Social Media and Social Movements

by Sarah Wanenchak

The rapid spread of… strategies of protest and dissidence, discourses of political claim-making, ideas regarding what is desirable and how one might get there… is due in large part to the technologies and social networks that enable the rapid spread of everything else… the wave of protest spreading through the Middle East is the result.

The Transparent Society Won’t Happen

by Nathan Jurgenson

15 years ago, [we] lived in a world where the concern was of being watched with the fear of others seeing us. Now many fear not being seen; the concern now isn’t if people know what I’m doing, but the worry that no one cares. As Bauman states in Liquid Surveillance, “the fear of disclosure has been stifled by the joy of being noticed” (23).

The All-in-One Consumption Tool Kit?

Jenny Davis

Critical theorists have long argued that we literally consume identity through the things that we buy and the media that we ingest. Indeed, Zygmunt Bauman describes a viscous cycle of consuming and trashing identities in a breathless and fruitless attempt to avoid being left behind. Digital commerce, and mobile-based purchasing in particular, holds the potential to amplify this connection. Not only do we display our identities through the products of our consumption, but announce these purchases, increasingly seamlessly (or “frictionlessly”) to our social networks… Increasingly, our purchases will integrate into the curated content of our prosumed profiled selves, which act as both projector and mirror, affecting how others see us, how we see ourselves, and how act and interact in light of this projected/reflected image.

Panopticon For whom?

by Nathan Jurgenson

The Panopticon wrongly understands everyday people as prisoners with too restricted freedom when it is precisely such freedom that is often leveraged for social control… the Frankfurt School and other critics of the consumer society – especially Bauman’s critique that also takes the prisoner’s gaze to be more important than the panoptic metaphor allows, himself positing the “Synopticon” that describes social control of the many watching the few cultural gatekeepers; the act of looking can modify behavior as deeply as being seen. As such, many have concluded that we should forget the Panopticon as a useful metaphor for understand surveillance in a digital age.

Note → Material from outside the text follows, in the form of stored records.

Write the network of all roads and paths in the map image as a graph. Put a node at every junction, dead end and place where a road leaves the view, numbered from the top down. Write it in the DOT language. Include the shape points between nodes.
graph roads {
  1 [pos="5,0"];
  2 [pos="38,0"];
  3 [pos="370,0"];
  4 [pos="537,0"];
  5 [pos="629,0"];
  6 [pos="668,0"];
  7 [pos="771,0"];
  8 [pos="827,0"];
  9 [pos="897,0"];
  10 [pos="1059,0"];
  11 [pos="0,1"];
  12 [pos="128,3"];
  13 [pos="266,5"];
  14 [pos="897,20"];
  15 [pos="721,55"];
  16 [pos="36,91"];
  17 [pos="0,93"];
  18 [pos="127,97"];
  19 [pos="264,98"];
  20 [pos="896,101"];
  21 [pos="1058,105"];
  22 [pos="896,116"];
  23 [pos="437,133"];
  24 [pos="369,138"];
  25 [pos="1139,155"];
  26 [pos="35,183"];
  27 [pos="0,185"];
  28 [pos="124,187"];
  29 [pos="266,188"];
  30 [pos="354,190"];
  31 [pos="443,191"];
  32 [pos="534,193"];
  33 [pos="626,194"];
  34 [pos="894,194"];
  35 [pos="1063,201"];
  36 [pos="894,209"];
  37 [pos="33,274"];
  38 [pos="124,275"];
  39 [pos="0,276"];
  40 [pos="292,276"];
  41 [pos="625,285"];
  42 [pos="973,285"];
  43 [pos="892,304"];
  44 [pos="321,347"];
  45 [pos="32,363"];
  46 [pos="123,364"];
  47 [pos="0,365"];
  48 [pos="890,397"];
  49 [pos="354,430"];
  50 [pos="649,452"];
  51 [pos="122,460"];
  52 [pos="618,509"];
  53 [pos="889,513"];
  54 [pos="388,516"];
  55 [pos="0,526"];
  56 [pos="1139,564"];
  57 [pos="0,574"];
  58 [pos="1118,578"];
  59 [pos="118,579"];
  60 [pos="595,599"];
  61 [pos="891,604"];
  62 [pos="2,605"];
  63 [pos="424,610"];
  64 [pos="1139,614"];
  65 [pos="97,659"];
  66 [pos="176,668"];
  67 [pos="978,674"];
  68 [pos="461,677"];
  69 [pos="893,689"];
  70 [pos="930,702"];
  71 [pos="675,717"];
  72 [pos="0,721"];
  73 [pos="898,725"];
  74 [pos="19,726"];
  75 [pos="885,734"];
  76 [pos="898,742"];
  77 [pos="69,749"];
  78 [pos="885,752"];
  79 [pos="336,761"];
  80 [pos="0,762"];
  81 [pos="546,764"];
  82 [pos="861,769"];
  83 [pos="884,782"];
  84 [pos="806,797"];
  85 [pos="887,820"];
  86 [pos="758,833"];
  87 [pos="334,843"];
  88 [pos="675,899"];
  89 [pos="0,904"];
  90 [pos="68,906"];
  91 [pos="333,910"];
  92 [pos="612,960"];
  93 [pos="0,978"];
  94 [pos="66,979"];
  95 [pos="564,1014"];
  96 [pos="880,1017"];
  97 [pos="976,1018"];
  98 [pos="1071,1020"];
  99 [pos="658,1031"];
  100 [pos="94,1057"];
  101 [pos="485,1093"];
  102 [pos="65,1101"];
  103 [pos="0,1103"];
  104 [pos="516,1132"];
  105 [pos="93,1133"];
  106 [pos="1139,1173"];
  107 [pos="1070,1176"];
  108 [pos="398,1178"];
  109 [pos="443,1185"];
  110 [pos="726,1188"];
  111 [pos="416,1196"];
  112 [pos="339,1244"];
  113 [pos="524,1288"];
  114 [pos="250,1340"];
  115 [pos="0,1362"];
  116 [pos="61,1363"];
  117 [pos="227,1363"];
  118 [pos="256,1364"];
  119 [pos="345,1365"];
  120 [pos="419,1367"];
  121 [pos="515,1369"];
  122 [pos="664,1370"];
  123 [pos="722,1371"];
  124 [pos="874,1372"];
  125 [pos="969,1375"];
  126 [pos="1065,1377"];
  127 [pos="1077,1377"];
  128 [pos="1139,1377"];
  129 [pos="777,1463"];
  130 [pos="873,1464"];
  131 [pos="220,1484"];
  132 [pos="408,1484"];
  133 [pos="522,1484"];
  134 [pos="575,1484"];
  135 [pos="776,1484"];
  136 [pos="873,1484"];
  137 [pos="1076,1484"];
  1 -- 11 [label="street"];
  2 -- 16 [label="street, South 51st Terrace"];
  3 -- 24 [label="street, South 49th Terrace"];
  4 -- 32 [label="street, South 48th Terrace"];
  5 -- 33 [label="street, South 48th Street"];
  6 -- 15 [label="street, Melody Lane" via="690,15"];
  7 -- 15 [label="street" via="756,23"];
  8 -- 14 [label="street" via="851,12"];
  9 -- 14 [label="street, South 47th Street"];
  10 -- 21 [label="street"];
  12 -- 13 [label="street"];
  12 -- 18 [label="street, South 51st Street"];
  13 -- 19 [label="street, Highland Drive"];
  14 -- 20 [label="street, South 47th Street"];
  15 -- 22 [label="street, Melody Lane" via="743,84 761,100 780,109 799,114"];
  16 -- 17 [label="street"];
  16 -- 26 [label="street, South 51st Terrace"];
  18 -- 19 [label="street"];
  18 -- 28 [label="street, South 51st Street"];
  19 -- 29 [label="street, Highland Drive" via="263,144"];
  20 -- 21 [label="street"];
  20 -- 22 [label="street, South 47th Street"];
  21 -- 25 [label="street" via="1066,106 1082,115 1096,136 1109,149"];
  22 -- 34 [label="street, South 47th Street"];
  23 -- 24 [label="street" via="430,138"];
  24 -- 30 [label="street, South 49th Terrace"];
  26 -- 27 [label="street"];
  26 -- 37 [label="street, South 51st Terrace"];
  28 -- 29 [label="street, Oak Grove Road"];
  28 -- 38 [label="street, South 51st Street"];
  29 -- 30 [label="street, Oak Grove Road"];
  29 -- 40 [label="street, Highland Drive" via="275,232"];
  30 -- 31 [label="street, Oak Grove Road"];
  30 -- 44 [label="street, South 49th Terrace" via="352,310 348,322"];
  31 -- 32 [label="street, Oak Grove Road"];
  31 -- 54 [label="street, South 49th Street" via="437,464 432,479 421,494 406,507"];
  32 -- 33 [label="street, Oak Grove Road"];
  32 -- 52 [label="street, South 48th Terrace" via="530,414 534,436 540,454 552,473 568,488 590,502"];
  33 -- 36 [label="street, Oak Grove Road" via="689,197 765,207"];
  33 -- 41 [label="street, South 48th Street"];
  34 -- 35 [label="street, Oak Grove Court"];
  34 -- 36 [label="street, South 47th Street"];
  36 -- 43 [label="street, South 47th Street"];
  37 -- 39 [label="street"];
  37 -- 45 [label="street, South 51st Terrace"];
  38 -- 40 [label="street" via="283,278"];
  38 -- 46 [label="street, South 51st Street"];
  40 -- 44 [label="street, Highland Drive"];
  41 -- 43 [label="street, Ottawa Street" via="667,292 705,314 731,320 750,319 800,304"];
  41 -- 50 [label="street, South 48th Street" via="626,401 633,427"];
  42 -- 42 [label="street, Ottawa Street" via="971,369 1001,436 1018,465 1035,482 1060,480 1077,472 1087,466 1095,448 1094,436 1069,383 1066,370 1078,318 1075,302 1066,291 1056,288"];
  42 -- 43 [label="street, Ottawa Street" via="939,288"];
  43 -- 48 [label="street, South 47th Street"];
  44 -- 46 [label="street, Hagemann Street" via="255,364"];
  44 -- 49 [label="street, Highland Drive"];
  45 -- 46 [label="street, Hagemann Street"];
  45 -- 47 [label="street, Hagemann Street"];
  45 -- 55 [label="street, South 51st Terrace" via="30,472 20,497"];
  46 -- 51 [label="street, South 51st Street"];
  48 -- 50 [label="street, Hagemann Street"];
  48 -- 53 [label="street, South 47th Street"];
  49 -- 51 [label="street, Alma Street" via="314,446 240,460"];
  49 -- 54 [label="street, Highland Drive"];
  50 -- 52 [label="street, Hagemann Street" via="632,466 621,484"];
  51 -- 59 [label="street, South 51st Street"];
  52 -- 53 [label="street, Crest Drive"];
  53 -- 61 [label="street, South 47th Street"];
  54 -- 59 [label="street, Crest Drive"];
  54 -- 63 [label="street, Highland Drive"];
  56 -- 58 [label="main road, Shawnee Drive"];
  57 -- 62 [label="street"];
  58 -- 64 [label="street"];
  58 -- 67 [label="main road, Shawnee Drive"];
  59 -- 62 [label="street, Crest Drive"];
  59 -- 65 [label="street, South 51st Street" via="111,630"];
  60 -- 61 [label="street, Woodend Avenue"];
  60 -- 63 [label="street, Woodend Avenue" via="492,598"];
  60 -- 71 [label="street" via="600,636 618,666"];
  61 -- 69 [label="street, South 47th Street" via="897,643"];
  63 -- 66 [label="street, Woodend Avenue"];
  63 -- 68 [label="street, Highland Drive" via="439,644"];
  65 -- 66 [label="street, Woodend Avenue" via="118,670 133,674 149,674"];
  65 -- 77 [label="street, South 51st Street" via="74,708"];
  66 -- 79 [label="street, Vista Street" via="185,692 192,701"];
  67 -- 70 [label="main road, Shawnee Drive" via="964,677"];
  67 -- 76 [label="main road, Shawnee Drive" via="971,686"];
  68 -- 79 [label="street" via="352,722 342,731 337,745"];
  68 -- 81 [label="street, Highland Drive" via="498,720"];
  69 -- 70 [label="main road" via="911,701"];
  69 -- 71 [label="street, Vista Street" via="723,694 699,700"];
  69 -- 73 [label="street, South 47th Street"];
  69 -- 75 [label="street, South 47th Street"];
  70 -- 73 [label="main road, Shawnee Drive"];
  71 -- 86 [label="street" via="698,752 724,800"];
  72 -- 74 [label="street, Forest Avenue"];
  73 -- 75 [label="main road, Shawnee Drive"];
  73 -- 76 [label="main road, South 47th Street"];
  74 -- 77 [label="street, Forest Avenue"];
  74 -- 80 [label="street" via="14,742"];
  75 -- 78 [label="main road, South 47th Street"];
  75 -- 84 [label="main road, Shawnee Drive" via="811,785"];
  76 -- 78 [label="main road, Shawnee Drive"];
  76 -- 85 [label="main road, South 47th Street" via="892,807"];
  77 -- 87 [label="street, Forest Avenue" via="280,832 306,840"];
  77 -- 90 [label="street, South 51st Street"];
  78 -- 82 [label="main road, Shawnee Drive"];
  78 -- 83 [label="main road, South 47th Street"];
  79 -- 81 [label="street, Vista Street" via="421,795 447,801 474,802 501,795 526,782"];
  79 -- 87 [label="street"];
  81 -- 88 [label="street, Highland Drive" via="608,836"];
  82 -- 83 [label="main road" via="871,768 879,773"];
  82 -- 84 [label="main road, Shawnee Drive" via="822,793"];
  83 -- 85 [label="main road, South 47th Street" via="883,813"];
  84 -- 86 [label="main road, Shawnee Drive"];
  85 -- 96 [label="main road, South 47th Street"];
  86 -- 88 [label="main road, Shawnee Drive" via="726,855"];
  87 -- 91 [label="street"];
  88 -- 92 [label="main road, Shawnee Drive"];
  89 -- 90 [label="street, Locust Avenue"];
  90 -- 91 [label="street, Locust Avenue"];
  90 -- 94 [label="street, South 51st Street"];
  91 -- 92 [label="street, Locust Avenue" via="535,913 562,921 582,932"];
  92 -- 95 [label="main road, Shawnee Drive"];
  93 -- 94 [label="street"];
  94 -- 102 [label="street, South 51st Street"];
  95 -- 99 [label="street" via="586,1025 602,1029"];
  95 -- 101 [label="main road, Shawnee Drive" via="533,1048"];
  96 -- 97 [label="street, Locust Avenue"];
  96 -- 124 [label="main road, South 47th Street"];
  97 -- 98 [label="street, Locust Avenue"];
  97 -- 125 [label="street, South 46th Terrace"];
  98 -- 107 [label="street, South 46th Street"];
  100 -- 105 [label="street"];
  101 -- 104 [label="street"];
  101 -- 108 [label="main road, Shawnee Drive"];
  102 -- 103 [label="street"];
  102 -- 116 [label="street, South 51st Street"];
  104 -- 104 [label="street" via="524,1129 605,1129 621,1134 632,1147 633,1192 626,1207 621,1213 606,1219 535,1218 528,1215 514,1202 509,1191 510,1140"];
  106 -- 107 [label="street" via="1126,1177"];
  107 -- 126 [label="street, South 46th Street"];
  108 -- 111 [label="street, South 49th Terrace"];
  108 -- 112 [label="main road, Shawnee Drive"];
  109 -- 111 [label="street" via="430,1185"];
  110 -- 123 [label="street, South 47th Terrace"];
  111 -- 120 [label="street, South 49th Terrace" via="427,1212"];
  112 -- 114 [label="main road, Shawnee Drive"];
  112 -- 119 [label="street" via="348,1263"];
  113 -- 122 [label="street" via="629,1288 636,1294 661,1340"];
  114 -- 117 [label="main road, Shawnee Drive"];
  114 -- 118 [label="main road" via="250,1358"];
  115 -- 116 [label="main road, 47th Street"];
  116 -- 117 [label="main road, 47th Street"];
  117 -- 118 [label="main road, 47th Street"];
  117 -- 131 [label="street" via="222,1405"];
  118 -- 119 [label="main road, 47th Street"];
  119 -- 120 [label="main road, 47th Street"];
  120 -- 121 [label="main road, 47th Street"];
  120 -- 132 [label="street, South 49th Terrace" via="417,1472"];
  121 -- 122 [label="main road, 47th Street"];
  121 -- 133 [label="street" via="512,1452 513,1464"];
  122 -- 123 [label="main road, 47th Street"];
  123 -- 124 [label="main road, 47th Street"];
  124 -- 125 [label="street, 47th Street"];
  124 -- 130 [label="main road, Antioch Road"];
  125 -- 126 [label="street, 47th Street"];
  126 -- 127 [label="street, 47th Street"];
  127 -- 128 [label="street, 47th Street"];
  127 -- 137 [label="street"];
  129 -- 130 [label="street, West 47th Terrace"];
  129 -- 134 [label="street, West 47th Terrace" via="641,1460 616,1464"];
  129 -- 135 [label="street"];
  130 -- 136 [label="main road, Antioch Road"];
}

Liquid Surveillance & Social Media: Three Provocations

by Nathan Jurgenson

In Liquid Surveillance, the theorist of liquidity, Zygmunt Bauman, and the perhaps the preeminent theorist of surveillance, David Lyon, apply their unique perspectives to social media.

Bauman specifically argues that privacy, the foremost invention of modernity, had invaded and conquered public realm, and has now, as a consequence of the Web, begun to fall… [He] states that “we see no joy in having secrets” which might be exactly wrong; instead, it might also be the case that as secrets become more scare they simultaneously become more valuable.

The authors push for a post-panoptic understanding of surveillance that does not forget the Panopticon, just understands it as only part of the overall field… if the Panopticon was the few watching the many, the guards watching the prisoners, the authors also bring in the Synopticon, where the many watch the few… Applied to sites like Facebook, what this discussion begs for is an analysis of how the many watch the many on social media… what George Ritzer and I have called “omnioptic”… not only an increasingly powerful form of surveillance, but also the most liquid.

What I call “digital dualism”, indeed, a common starting point for theorists of the digital. Bauman makes this understanding of the Web most clear when he states, “our life (and to a growing degree as we move from older to younger generations) is split between two universes, ‘online’ and ‘offline’, and irreparably bicentered.” He states that “social life has already turned into an electronic life or cyberlife” (29; emphasis in the original)… he assumption made in this volume is that the offline is being traded for the on; meanwhile, research has shown that those using social media more also do more things away from the computer, precisely against the zero-sum assumption.